U.S. Route 52 (Logan Avenue) traverses Kermit, connecting the town with Williamson to the south and Kenova to the north. A vehicular and pedestrian bridge connects Kermit with Kentucky Route 292 across the Tug Fork in Warfield. The Norfolk Southern railroad tracks run roughly parallel to US-52.

According to the United States Census Bureau, the town has a total area of 0.39 sqmi, all land.

===Climate===
The climate in this area is characterized by hot, humid summers and generally mild to cool winters. According to the Köppen Climate Classification system, Kermit has a humid subtropical climate, abbreviated "Cfa" on climate maps.

==Demographics==

The median income for a household in the town was $31,500, and the median income for a family was $40,000. Males had a median income of $36,250 versus $16,250 for females. The per capita income for the town was $14,695. About 4.0% of families and 10.1% of the population were below the poverty line, including 7.0% of those under the age of eighteen and 7.9% of those 65 or over.

Historical population
| Census | Pop. | Note | %± |
| 1920 | 636 |  | — |
| 1930 | 740 |  | 16.4% |
| 1940 | 811 |  | 9.6% |
| 1950 | 964 |  | 18.9% |
| 1960 | 743 |  | −22.9% |
| 1970 | 716 |  | −3.6% |
| 1980 | 705 |  | −1.5% |
| 1990 | 342 |  | −51.5% |
| 2000 | 209 |  | −38.9% |
| 2010 | 406 |  | 94.3% |
| 2020 | 317 |  | −21.9% |
U.S. Decennial Census

===2010 census===
As of the census of 2010, there were 406 people, 152 households, and 110 families living in the town. The population density was 1041.0 PD/sqmi. There were 164 housing units at an average density of 420.5 /sqmi. The racial makeup of the town was 98.8% White, 0.2% African American, 0.2% Native American, 0.2% Pacific Islander, and 0.5% from two or more races. Hispanic or Latino of any race were 1.2% of the population.
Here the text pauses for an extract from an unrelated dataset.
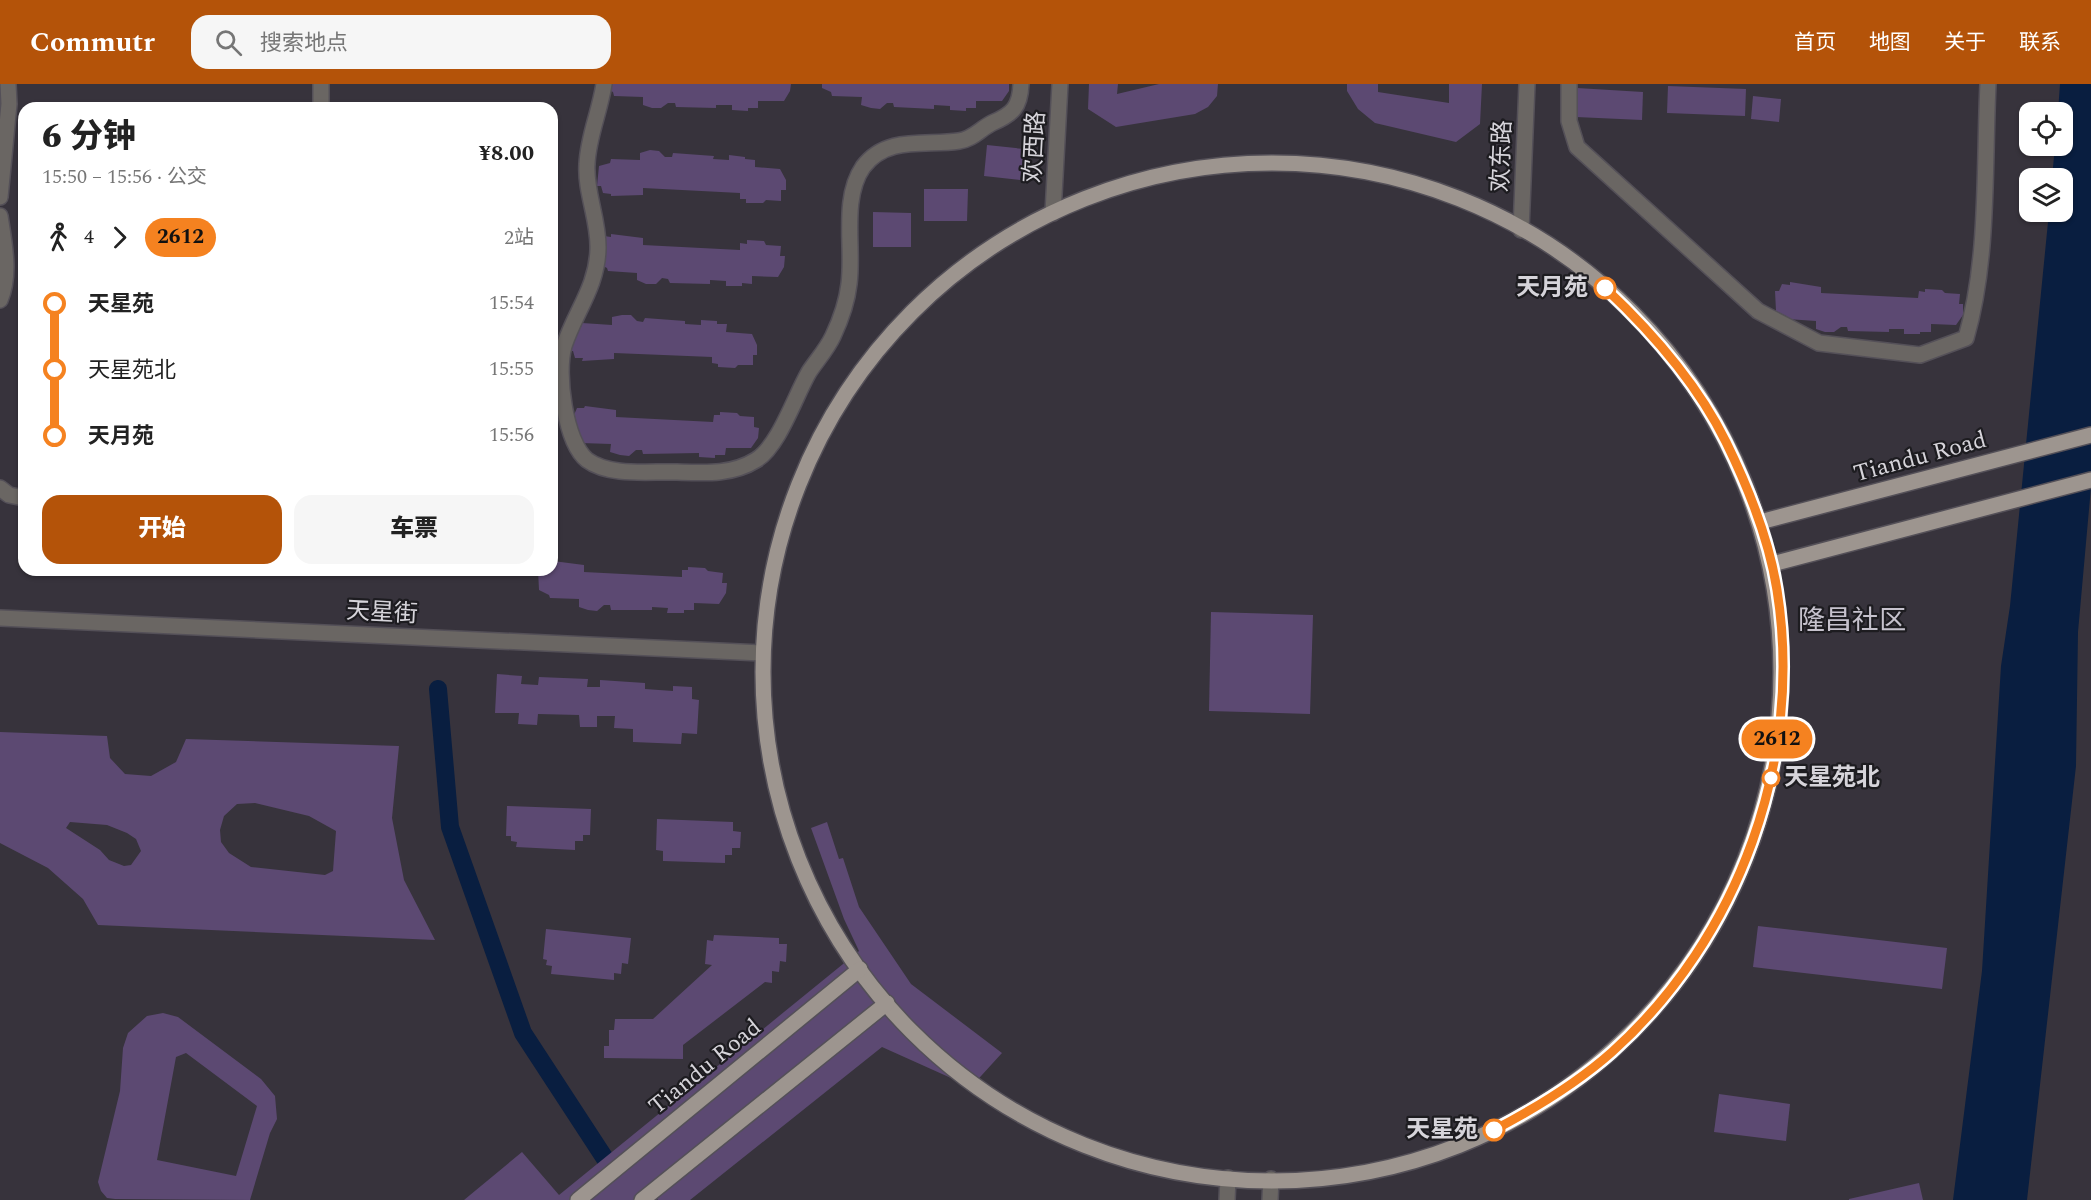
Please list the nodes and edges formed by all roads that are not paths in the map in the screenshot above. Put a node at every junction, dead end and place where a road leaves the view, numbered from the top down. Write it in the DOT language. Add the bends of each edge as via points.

There were 152 households, of which 40.8% had children under the age of 18 living with them, 52.0% were married couples living together, 13.8% had a female householder with no husband present, 6.6% had a male householder with no wife present, and 27.6% were non-families. 24.3% of all households were made up of individuals, and 12.5% had someone living alone who was 65 years of age or older. The average household size was 2.67 and the average family size was 3.20.

The median age in the town was 37.5 years. 26.1% of residents were under the age of 18; 8.2% were between the ages of 18 and 24; 28.4% were from 25 to 44; 24.7% were from 45 to 64; and 12.8% were 65 years of age or older. The gender makeup of the town was 52.5% male and 47.5% female.